_Description of the task_
In the listing below, find each line with the string "first" and return it.

[Given records Boundary: Start]

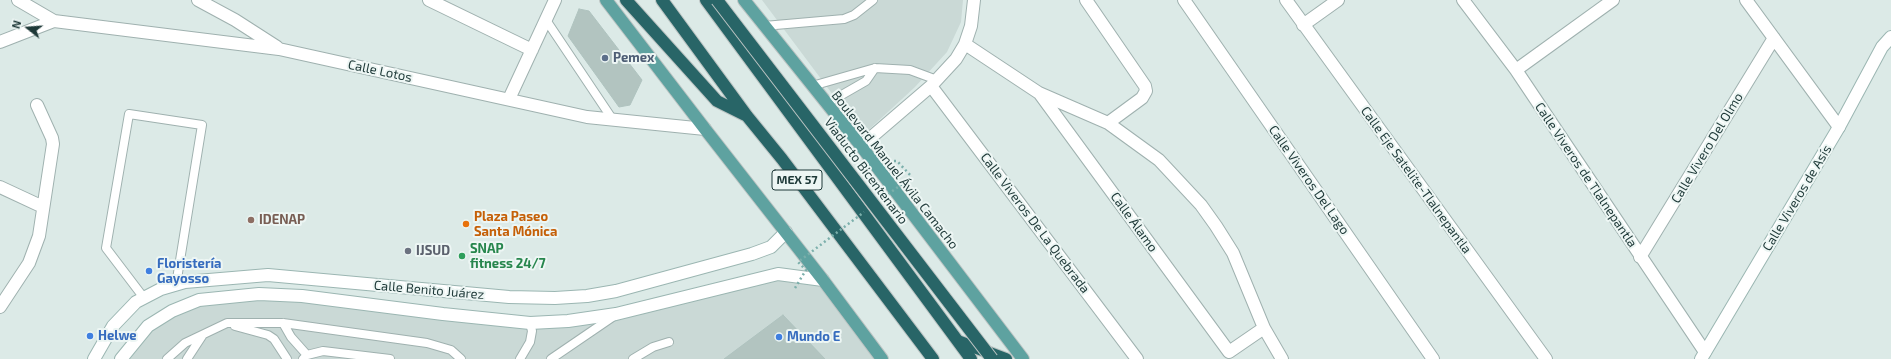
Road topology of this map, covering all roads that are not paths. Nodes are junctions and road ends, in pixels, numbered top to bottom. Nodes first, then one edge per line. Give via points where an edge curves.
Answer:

[Given records Boundary: End]
[Given records Boundary: Start]

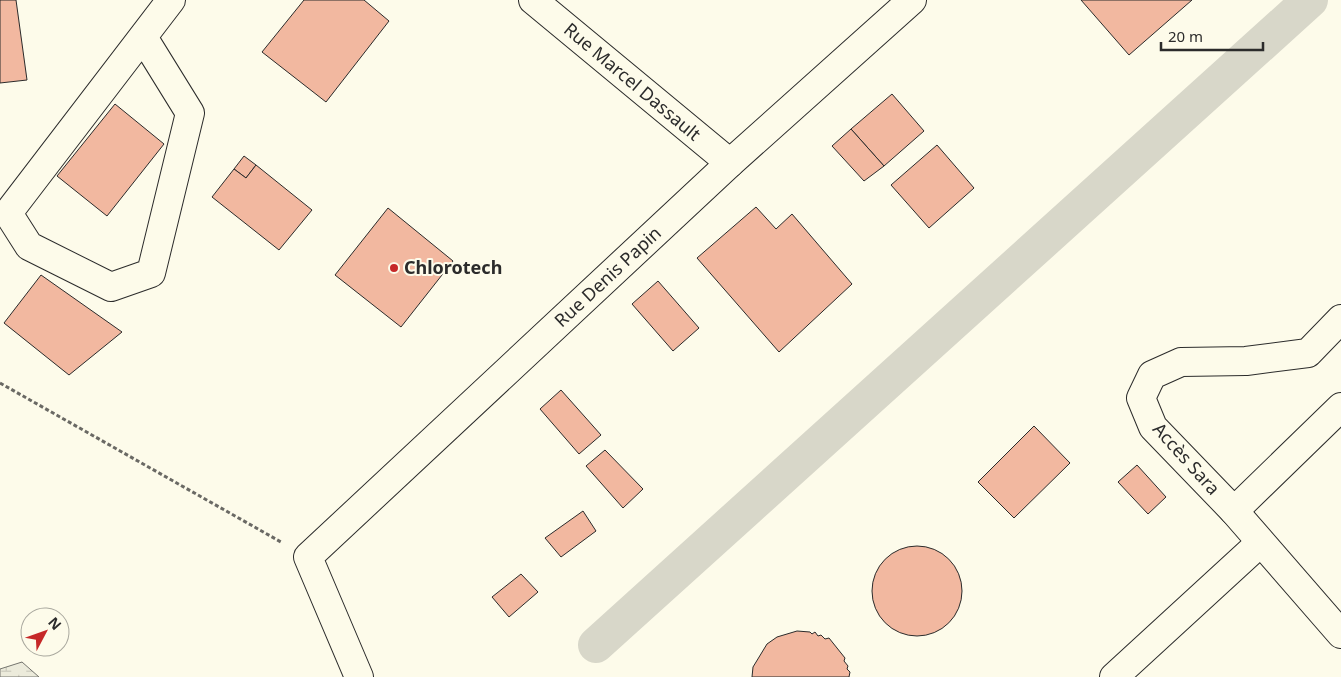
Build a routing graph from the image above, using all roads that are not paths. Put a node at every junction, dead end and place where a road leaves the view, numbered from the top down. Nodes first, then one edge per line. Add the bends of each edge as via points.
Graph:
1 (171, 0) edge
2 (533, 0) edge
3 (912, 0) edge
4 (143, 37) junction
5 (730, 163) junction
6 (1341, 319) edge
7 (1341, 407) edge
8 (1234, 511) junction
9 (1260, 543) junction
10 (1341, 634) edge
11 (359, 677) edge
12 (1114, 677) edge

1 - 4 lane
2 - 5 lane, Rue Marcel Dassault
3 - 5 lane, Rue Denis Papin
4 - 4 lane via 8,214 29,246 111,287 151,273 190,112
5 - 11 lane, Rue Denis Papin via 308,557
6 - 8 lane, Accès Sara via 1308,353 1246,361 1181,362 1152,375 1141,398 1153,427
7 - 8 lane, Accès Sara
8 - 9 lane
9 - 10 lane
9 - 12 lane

[Given records Boundary: End]
[Given records Boundary: Start]

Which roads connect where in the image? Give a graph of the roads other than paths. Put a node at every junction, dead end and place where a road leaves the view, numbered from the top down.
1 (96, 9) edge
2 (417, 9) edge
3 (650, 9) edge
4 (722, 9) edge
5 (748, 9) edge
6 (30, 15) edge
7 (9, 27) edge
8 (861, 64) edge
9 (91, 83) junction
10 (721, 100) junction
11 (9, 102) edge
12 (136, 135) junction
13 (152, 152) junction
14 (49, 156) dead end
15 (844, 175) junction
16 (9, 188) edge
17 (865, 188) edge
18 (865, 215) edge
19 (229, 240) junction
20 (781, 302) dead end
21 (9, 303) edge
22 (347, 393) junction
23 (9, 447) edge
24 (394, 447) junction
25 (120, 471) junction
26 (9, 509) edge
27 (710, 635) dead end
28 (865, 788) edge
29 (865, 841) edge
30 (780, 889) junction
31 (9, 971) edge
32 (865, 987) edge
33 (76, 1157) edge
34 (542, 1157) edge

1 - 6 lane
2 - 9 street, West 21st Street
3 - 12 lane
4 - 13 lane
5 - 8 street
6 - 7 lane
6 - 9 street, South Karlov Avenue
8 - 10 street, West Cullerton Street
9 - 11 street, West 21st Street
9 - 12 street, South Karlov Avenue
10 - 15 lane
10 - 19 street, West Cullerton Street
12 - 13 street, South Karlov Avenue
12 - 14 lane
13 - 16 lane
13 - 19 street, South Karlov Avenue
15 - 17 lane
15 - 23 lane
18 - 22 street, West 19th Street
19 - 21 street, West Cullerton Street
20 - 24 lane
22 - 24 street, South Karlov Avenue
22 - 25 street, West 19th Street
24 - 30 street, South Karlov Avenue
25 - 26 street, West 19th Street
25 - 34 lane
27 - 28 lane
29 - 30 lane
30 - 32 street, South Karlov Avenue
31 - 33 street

[Given records Boundary: End]

_Answer for this exercise_
Road topology of this map, covering all roads that are not paths. Nodes are junctions and road ends, in pixels, numbered top to bottom. Nodes first, then one edge per line. Give via points where an edge curves.
Build a routing graph from the image above, using all roads that are not paths. Put a node at every junction, dead end and place where a road leaves the view, numbered from the top down. Nodes first, then one edge per line. Add the bends of each edge as via points.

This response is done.